Assassination Attempt on President Karzai / A Day in the Life

Finalist: The Sony International Impact Award

“He was right in the firing line, but he didn’t overplay it. Such courage, he must have known that every single shot he was doing could have been that shot.”

Judge's Comment

Any thoughts that the situation in Afghanistan was stable were dispelled by an attempt to kill the recently appointed President Karzai. Goodwin was three feet away when the firing began, and, as he describes it, ‘got as much of the attack as I could before a healthy sense of preservation saw me taking cover…’ He filmed the efforts of Azimullah - a well-wisher in the crowd - who leapt to defend the President before the Americans had a chance to react. His actions saved the President - but cost him his life.

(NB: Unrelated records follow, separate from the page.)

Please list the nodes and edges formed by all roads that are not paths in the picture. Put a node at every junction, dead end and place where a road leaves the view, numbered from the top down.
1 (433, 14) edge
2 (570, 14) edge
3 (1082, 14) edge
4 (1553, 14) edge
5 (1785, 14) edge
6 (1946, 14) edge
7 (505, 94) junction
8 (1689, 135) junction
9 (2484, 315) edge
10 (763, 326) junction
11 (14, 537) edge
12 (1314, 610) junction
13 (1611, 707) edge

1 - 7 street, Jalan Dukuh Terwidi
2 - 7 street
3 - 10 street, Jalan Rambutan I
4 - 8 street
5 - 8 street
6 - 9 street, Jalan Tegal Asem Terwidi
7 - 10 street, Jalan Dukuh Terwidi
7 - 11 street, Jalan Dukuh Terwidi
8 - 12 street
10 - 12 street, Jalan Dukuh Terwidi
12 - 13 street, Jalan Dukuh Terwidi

Phil Goodwin, correspondent Lyse Doucet and producer Keith Morris were the only journalists travelling on the Presidential plane as President Karzai flew to Kandahar for a family wedding. That afternoon, Karzai decided to defy his bodyguards and go walkabout in the centre of Kandahar. A large crowd developed while he toured a new regional building. Goodwin, filming as Karzai returned to his car, found himself about three feet away from the President’s attacker. “My first thought was that it was a warning shot - a young man had gone right up to President Karzai’s car window - and I thought a bodyguard was warning people away.” Anxious not to miss anything, Goodwin carried on filming. This footage comes from an edit made 40 hours after the start of filming.

Cameraman’s comments

“We started at around 6 o’clock in the morning. By the time that the assassination attempt happened I’d already been filming Karzai for 12 hours. It was one of those rare times when everything fell into place... I felt as if all my experience of years of filming came together that day.

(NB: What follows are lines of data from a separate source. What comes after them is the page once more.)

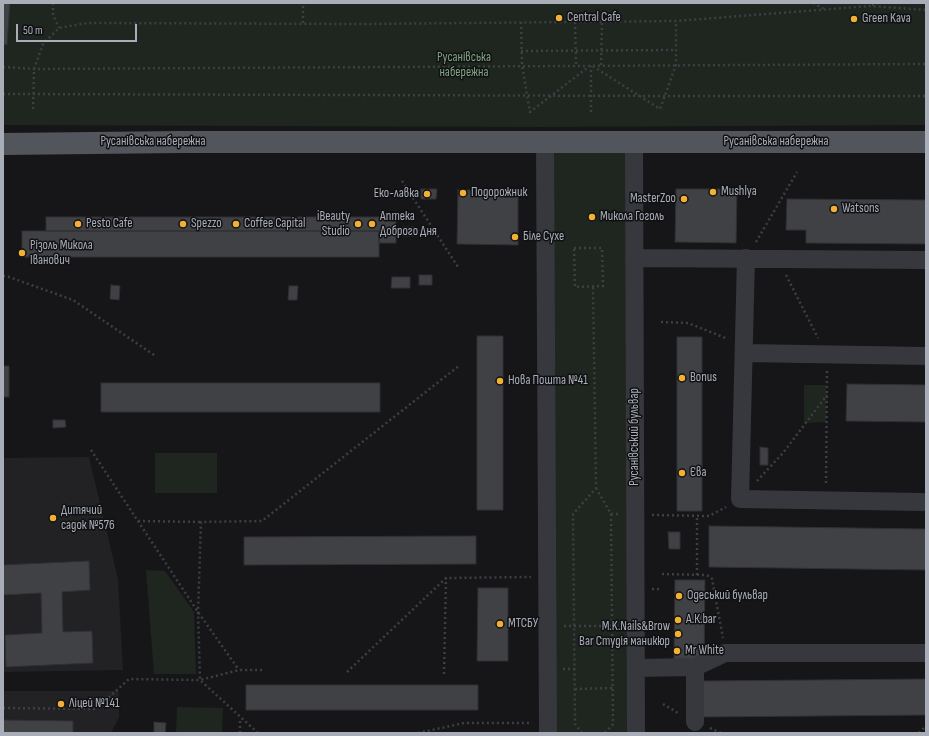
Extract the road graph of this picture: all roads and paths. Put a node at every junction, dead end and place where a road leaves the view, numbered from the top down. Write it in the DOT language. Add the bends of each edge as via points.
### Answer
graph roads {
  1 [pos="53,3"];
  2 [pos="303,3"];
  3 [pos="814,3"];
  4 [pos="879,3"];
  5 [pos="870,6"];
  6 [pos="824,10"];
  7 [pos="926,10"];
  8 [pos="602,21"];
  9 [pos="676,21"];
  10 [pos="521,22"];
  11 [pos="575,22"];
  12 [pos="303,23"];
  13 [pos="60,28"];
  14 [pos="601,50"];
  15 [pos="676,50"];
  16 [pos="522,51"];
  17 [pos="576,51"];
  18 [pos="926,64"];
  19 [pos="522,65"];
  20 [pos="576,65"];
  21 [pos="591,65"];
  22 [pos="601,65"];
  23 [pos="676,65"];
  24 [pos="3,68"];
  25 [pos="34,68"];
  26 [pos="3,94"];
  27 [pos="33,94"];
  28 [pos="527,96"];
  29 [pos="551,96"];
  30 [pos="591,96"];
  31 [pos="640,96"];
  32 [pos="664,96"];
  33 [pos="926,96"];
  34 [pos="33,109"];
  35 [pos="591,112"];
  36 [pos="634,141"];
  37 [pos="545,142"];
  38 [pos="926,142"];
  39 [pos="3,144"];
  40 [pos="797,172"];
  41 [pos="402,181"];
  42 [pos="634,258"];
  43 [pos="746,258"];
  44 [pos="777,258"];
  45 [pos="926,260"];
  46 [pos="458,267"];
  47 [pos="3,276"];
  48 [pos="593,286"];
  49 [pos="661,322"];
  50 [pos="744,349"];
  51 [pos="827,354"];
  52 [pos="154,355"];
  53 [pos="926,356"];
  54 [pos="460,365"];
  55 [pos="827,395"];
  56 [pos="91,450"];
  57 [pos="596,488"];
  58 [pos="740,499"];
  59 [pos="826,501"];
  60 [pos="923,502"];
  61 [pos="611,514"];
  62 [pos="635,515"];
  63 [pos="697,516"];
  64 [pos="137,521"];
  65 [pos="201,522"];
  66 [pos="662,574"];
  67 [pos="697,575"];
  68 [pos="532,577"];
  69 [pos="446,578"];
  70 [pos="198,612"];
  71 [pos="547,626"];
  72 [pos="574,626"];
  73 [pos="612,626"];
  74 [pos="636,626"];
  75 [pos="725,653"];
  76 [pos="926,653"];
  77 [pos="695,667"];
  78 [pos="636,668"];
  79 [pos="239,670"];
  80 [pos="264,670"];
  81 [pos="347,672"];
  82 [pos="444,674"];
  83 [pos="200,680"];
  84 [pos="613,688"];
  85 [pos="575,689"];
  86 [pos="3,708"];
  87 [pos="240,718"];
  88 [pos="695,722"];
  89 [pos="532,723"];
  90 [pos="926,726"];
  91 [pos="240,733"];
  92 [pos="258,733"];
  93 [pos="418,733"];
  94 [pos="548,733"];
  95 [pos="582,733"];
  96 [pos="605,733"];
  97 [pos="636,733"];
  98 [pos="919,733"];
  1 -- 13 [label="path" via="52,15"];
  2 -- 12 [label="path"];
  3 -- 6 [label="path"];
  4 -- 5 [label="path"];
  5 -- 6 [label="path"];
  5 -- 7 [label="path"];
  6 -- 9 [label="path"];
  8 -- 9 [label="path"];
  8 -- 11 [label="path"];
  8 -- 14 [label="path"];
  9 -- 15 [label="path"];
  10 -- 11 [label="path"];
  10 -- 12 [label="path"];
  10 -- 16 [label="path"];
  11 -- 17 [label="path"];
  12 -- 13 [label="path" via="87,23"];
  13 -- 25 [label="path" via="44,44"];
  14 -- 15 [label="path"];
  14 -- 17 [label="path"];
  14 -- 22 [label="path"];
  15 -- 23 [label="path"];
  16 -- 17 [label="path"];
  16 -- 19 [label="path"];
  17 -- 20 [label="path"];
  18 -- 23 [label="path"];
  19 -- 20 [label="path"];
  19 -- 25 [label="path"];
  19 -- 28 [label="path"];
  20 -- 21 [label="path"];
  21 -- 22 [label="path"];
  21 -- 29 [label="path"];
  21 -- 30 [label="path"];
  21 -- 31 [label="path"];
  22 -- 23 [label="path"];
  23 -- 32 [label="path"];
  24 -- 25 [label="path"];
  25 -- 27 [label="path"];
  26 -- 27 [label="path"];
  27 -- 28 [label="path"];
  27 -- 34 [label="path"];
  28 -- 29 [label="path"];
  28 -- 29 [label="path" via="530,112"];
  29 -- 30 [label="path"];
  30 -- 31 [label="path"];
  30 -- 35 [label="path"];
  31 -- 32 [label="path"];
  31 -- 32 [label="path" via="660,109"];
  32 -- 33 [label="path"];
  36 -- 37 [label="main road, Русанівська набережна"];
  36 -- 38 [label="main road, Русанівська набережна"];
  36 -- 42 [label="street, Русанівський бульвар"];
  37 -- 39 [label="main road, Русанівська набережна"];
  37 -- 71 [label="street"];
  40 -- 43 [label="path"];
  41 -- 46 [label="path"];
  42 -- 43 [label="street"];
  42 -- 62 [label="street, Русанівський бульвар"];
  43 -- 44 [label="street"];
  43 -- 50 [label="street"];
  44 -- 45 [label="street"];
  44 -- 51 [label="path"];
  47 -- 52 [label="path" via="73,300"];
  48 -- 48 [label="path" via="603,286 602,248 574,248 575,287"];
  48 -- 57 [label="path"];
  49 -- 50 [label="path" via="688,322"];
  50 -- 51 [label="street"];
  50 -- 58 [label="street"];
  51 -- 53 [label="street"];
  51 -- 55 [label="path"];
  54 -- 65 [label="path" via="262,521"];
  55 -- 58 [label="path" via="783,453"];
  55 -- 59 [label="path"];
  56 -- 64 [label="path"];
  57 -- 61 [label="path"];
  57 -- 72 [label="path" via="573,514"];
  58 -- 59 [label="street"];
  58 -- 63 [label="path" via="709,516"];
  59 -- 60 [label="street"];
  61 -- 62 [label="path"];
  61 -- 73 [label="path"];
  62 -- 63 [label="path"];
  62 -- 74 [label="street, Русанівський бульвар"];
  63 -- 67 [label="path"];
  64 -- 65 [label="path"];
  64 -- 70 [label="path"];
  65 -- 70 [label="path"];
  66 -- 67 [label="path"];
  67 -- 75 [label="path" via="710,576 714,582"];
  68 -- 69 [label="path"];
  69 -- 81 [label="path"];
  69 -- 82 [label="path"];
  70 -- 79 [label="path"];
  70 -- 83 [label="path"];
  71 -- 72 [label="path"];
  71 -- 94 [label="street"];
  72 -- 73 [label="path"];
  72 -- 85 [label="path"];
  73 -- 74 [label="path"];
  73 -- 84 [label="path"];
  74 -- 78 [label="street, Русанівський бульвар"];
  75 -- 76 [label="street"];
  75 -- 77 [label="street"];
  77 -- 78 [label="street"];
  77 -- 88 [label="street"];
  78 -- 97 [label="street, Русанівський бульвар"];
  79 -- 80 [label="path"];
  79 -- 83 [label="path"];
  83 -- 86 [label="path" via="129,679 96,709"];
  83 -- 87 [label="path"];
  84 -- 85 [label="path"];
  84 -- 96 [label="path" via="613,724"];
  85 -- 95 [label="path" via="575,724"];
  87 -- 91 [label="path"];
  87 -- 92 [label="path"];
  89 -- 93 [label="path" via="464,723"];
  90 -- 98 [label="path"];
}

I got one shot of him [Karzai] waving from behind, then moved forward past him and swiveled round - still rolling - to see his face. When you’re working fast it’s often quicker to keep filming instead of switching the camera on and off, so that’s why I was rolling when I swung round and the attack happened... instinct took over. I got as much of the attack as I could before a huge amount of American fire began to pour down and a healthy sense of preservation saw me taking cover in a nearby doorway.

Biography

A freelancer since 2001, Phil Goodwin has worked for APTN as South Asia Senior Producer based in Delhi, and also in the Far East and Afghanistan where he recorded the Taliban period in the country, including executions - filmed secretly - in the capital Kabul.

As part of the BBC team who came into the Afghan capital with the permission of the Taliban, he filmed the last few days of the city under the Taliban and was in the thick of things when the city fell. He filmed the shot of BBC Correspondent William Reeve being blown off his chair during a live interview, when their office was bombed by the Americans on the night the city fell.

In 2002, he covered the suicide squads of the Tamil Tigers in Sri Lanka - the Black Tigers, spent the Iraq war embedded with a British ship, and went on to work in Basra.